Records drawn from a dataset:
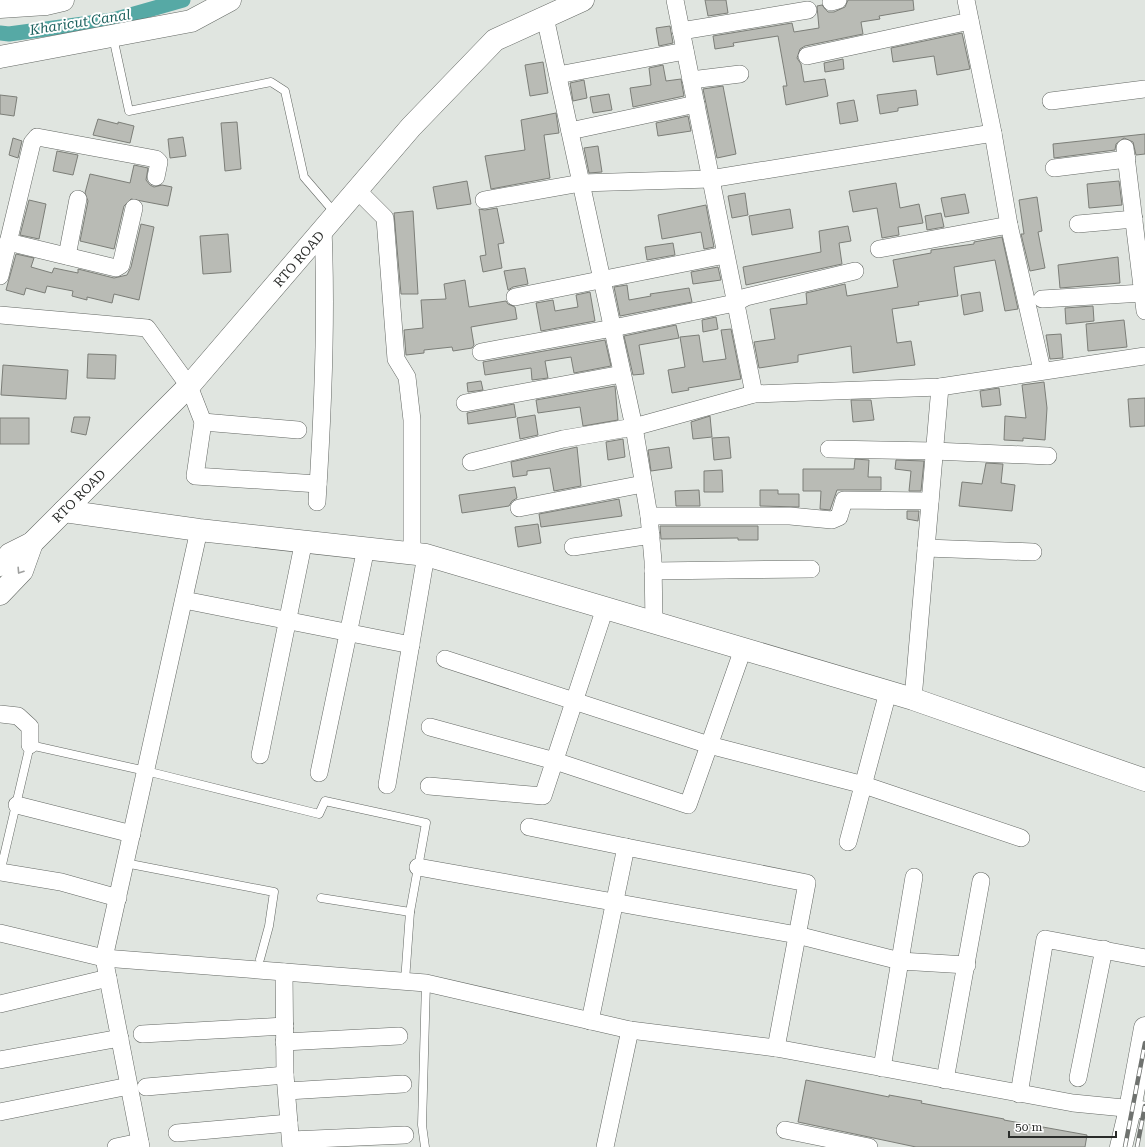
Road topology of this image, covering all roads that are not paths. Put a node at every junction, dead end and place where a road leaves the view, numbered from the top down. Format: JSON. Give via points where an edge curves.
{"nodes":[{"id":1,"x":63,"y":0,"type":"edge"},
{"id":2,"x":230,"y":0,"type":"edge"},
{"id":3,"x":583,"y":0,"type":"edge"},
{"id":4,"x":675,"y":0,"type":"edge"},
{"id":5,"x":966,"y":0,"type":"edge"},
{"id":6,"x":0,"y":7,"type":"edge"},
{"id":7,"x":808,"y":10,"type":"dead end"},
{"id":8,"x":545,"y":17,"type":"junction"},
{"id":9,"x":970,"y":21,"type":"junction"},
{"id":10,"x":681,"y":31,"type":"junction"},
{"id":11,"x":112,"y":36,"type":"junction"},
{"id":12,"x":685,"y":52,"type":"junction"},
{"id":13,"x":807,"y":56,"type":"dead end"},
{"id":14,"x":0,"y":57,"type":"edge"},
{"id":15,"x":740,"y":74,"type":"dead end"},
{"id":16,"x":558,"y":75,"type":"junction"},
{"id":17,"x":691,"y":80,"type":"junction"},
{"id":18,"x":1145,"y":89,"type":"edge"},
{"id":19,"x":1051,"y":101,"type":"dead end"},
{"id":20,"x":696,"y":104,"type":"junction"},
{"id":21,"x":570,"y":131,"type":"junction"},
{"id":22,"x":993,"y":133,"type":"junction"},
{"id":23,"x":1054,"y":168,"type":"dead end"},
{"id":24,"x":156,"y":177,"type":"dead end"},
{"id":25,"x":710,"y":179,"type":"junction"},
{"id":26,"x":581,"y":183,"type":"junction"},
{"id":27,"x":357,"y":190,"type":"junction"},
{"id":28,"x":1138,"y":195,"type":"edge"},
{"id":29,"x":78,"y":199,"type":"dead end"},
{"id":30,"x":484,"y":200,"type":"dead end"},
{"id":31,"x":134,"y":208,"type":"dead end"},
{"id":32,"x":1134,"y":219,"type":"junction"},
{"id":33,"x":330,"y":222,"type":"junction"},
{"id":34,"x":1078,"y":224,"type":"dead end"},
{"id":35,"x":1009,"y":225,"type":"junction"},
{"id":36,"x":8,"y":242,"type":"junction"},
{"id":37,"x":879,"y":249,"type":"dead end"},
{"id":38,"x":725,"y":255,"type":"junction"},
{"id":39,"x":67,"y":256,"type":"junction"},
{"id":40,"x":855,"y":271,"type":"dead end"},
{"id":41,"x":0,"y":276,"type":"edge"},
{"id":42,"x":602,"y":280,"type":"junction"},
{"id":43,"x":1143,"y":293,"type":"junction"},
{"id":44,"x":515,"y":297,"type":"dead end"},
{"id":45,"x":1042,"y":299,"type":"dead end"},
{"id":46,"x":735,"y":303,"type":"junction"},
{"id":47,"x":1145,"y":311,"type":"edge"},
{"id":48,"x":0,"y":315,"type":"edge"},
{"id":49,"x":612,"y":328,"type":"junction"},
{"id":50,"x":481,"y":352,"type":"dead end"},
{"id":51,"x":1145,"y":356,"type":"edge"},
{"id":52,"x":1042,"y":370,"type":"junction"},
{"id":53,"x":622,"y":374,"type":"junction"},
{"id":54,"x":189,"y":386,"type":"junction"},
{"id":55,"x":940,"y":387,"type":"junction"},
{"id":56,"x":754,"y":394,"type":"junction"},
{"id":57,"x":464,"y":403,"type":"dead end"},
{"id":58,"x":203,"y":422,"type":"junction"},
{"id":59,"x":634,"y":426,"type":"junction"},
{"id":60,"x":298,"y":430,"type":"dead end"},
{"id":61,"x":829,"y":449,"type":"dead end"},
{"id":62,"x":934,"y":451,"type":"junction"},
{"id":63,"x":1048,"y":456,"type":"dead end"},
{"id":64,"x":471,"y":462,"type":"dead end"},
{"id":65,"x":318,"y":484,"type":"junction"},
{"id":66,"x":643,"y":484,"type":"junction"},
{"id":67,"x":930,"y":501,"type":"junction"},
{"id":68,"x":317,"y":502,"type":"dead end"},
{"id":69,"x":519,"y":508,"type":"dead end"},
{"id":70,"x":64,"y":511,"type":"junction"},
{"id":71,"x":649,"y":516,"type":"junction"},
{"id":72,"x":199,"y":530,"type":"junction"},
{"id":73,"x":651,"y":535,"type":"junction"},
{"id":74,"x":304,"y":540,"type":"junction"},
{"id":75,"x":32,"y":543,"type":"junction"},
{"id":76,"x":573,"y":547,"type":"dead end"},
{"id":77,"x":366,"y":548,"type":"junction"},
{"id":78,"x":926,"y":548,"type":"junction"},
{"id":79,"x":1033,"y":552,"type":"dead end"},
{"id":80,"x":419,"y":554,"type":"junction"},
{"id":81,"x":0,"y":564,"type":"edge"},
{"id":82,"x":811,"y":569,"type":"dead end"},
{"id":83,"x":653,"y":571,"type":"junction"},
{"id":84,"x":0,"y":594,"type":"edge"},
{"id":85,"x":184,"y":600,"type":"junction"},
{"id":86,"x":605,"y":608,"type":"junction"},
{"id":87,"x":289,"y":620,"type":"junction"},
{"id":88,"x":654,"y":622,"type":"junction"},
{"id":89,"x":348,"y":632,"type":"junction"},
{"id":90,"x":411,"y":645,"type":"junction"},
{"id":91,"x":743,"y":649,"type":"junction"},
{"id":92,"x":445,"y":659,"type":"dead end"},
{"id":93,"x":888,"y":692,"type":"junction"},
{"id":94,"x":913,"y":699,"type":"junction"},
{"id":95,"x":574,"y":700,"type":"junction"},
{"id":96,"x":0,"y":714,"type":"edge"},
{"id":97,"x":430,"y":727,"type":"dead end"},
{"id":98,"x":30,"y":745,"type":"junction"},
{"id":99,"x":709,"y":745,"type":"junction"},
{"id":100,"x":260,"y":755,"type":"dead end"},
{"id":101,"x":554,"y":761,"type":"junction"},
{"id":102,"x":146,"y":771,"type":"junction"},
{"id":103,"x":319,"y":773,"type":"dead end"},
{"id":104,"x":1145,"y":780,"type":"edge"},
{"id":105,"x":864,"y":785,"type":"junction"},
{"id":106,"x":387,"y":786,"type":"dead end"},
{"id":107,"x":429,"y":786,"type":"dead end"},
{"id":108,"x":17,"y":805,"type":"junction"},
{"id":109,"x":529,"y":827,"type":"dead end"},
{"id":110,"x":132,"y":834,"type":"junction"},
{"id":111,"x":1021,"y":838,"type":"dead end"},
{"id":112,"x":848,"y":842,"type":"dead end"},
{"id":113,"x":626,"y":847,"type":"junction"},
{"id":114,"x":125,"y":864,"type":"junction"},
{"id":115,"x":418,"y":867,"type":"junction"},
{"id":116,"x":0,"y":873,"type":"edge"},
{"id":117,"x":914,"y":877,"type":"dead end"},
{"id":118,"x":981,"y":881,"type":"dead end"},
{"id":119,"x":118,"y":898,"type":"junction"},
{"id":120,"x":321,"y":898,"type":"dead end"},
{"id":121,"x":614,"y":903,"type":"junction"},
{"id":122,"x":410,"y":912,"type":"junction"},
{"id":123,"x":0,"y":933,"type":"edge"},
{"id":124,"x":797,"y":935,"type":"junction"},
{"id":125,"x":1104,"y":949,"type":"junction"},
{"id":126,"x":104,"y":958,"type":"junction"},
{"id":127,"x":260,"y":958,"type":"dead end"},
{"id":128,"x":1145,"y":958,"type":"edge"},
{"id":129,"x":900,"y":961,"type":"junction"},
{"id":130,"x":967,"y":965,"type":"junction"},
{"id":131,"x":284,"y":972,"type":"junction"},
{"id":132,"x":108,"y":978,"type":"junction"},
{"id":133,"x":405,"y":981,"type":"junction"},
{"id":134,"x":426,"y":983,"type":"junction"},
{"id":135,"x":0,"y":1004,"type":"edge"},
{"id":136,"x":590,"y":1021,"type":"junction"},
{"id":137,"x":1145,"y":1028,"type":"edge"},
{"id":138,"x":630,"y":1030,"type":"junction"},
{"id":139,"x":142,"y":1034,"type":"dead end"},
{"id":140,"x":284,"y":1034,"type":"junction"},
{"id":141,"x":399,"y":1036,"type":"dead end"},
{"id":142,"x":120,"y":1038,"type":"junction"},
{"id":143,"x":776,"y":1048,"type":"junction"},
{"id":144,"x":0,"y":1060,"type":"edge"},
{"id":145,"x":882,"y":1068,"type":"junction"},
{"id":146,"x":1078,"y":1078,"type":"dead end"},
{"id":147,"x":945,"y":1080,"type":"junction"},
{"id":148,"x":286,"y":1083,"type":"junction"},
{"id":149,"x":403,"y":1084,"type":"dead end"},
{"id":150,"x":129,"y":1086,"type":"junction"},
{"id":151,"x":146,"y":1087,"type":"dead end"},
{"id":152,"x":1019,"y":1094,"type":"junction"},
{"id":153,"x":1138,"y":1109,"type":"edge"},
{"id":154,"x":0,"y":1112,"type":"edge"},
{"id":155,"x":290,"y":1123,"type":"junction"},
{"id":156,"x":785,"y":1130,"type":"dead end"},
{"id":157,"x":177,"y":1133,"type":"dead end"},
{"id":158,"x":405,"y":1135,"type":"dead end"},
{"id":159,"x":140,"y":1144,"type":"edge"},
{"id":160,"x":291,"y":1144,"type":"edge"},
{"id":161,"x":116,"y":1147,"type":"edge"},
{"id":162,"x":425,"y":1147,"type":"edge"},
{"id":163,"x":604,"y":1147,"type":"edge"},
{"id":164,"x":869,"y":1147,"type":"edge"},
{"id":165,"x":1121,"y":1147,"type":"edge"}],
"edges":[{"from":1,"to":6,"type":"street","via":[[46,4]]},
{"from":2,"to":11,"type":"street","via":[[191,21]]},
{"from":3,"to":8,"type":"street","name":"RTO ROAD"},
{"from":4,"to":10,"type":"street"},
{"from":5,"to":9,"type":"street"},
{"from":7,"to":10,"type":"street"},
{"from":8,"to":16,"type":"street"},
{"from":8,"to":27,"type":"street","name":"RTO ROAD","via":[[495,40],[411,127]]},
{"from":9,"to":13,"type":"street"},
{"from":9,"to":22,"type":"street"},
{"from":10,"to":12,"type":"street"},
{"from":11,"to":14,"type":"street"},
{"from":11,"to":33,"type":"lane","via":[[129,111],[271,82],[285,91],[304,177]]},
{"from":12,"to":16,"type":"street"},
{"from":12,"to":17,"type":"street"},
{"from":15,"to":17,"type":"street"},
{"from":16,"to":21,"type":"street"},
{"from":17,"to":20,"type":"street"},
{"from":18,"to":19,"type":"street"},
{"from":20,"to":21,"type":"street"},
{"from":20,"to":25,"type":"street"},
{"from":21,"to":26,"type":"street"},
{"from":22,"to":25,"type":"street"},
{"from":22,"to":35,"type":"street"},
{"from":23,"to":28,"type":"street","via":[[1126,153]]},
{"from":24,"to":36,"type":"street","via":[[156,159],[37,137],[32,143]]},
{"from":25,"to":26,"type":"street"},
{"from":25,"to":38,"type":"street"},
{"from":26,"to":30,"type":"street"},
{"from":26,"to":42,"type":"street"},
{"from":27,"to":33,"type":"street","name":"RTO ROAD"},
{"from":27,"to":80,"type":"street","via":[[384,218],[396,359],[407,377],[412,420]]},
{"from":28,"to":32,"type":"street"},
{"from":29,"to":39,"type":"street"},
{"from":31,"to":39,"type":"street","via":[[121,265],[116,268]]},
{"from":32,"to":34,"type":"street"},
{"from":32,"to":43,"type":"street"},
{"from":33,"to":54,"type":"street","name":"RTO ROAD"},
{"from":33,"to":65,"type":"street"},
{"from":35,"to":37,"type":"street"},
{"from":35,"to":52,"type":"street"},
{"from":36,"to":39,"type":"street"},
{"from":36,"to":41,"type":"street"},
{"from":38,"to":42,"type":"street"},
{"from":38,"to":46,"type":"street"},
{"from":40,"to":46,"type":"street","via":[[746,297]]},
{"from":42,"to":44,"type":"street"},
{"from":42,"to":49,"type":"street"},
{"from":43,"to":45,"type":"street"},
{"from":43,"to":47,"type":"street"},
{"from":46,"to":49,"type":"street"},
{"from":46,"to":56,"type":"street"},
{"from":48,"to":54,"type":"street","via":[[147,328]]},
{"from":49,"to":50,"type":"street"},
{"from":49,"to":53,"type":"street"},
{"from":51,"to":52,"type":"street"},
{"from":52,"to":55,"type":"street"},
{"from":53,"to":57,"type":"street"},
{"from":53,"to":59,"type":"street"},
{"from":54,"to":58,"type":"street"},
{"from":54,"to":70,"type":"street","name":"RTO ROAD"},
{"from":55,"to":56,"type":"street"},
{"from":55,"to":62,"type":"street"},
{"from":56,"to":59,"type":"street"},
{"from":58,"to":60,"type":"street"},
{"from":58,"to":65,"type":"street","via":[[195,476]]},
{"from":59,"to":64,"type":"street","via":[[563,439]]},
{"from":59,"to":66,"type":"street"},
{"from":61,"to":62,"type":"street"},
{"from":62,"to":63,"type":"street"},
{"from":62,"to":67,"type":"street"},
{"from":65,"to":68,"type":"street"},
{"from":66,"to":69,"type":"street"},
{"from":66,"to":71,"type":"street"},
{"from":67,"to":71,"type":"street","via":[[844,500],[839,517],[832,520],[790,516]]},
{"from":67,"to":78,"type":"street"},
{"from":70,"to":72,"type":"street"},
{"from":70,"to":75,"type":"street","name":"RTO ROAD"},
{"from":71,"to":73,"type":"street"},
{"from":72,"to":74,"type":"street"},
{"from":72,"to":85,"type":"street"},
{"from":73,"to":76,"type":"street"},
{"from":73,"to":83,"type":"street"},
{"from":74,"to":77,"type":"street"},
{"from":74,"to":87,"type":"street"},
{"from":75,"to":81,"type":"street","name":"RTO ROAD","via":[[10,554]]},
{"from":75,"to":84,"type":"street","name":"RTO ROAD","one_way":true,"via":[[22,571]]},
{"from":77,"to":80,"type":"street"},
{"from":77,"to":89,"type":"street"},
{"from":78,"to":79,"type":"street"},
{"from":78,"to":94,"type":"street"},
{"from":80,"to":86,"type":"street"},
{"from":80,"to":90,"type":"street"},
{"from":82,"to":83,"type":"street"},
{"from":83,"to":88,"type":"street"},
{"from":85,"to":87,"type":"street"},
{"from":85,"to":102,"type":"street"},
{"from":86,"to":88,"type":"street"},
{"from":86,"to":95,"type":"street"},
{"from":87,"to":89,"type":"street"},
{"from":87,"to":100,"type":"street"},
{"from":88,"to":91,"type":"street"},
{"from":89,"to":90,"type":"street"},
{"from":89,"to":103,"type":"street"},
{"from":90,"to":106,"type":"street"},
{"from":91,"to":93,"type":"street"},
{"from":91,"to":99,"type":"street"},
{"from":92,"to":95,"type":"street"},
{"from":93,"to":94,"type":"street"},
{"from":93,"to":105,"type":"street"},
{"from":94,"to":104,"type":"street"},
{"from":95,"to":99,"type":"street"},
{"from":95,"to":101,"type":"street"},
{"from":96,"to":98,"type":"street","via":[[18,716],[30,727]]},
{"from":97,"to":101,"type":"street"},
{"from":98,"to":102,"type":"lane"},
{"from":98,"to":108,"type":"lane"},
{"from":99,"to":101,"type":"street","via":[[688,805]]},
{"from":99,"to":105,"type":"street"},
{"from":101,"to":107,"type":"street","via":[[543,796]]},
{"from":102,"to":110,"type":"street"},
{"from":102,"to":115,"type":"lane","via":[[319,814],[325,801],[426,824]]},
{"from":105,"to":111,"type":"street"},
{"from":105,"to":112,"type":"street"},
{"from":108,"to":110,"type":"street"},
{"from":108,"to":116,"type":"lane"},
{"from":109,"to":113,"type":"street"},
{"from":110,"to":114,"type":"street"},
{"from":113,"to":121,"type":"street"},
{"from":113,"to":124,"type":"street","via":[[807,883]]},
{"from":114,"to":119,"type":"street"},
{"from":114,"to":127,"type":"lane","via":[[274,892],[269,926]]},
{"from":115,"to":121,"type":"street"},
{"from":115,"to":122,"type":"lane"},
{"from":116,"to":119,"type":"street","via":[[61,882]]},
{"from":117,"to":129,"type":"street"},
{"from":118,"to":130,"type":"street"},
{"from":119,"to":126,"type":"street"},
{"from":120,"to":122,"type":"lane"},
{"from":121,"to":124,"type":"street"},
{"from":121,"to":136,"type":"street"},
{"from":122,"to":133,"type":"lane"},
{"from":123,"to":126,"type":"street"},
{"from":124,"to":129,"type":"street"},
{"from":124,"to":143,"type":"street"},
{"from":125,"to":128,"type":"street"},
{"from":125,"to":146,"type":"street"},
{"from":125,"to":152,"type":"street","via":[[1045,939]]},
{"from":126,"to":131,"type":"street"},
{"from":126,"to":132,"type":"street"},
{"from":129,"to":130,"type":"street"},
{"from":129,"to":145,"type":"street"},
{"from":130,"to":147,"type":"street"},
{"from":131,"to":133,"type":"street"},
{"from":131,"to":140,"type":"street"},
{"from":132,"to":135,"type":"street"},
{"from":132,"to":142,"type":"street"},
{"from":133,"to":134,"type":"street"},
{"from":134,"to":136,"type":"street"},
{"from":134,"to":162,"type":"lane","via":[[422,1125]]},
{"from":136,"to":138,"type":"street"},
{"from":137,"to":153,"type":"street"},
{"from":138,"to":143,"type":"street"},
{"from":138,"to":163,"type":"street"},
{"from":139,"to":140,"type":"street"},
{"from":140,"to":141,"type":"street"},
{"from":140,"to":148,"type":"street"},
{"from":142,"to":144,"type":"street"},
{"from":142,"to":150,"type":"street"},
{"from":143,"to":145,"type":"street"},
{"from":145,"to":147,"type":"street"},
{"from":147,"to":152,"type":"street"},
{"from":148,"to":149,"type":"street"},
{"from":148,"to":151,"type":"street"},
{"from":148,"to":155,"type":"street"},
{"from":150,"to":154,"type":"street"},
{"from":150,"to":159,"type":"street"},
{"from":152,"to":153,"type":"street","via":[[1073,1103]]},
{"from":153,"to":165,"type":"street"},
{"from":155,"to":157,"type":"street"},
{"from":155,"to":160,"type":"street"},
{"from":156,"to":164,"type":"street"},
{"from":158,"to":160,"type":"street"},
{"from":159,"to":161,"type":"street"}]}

Work task: For this exercise, gather every line of the data that contains the word "lane".

Answer section:
{"from":11,"to":33,"type":"lane","via":[[129,111],[271,82],[285,91],[304,177]]},
{"from":98,"to":102,"type":"lane"},
{"from":98,"to":108,"type":"lane"},
{"from":102,"to":115,"type":"lane","via":[[319,814],[325,801],[426,824]]},
{"from":108,"to":116,"type":"lane"},
{"from":114,"to":127,"type":"lane","via":[[274,892],[269,926]]},
{"from":115,"to":122,"type":"lane"},
{"from":120,"to":122,"type":"lane"},
{"from":122,"to":133,"type":"lane"},
{"from":134,"to":162,"type":"lane","via":[[422,1125]]},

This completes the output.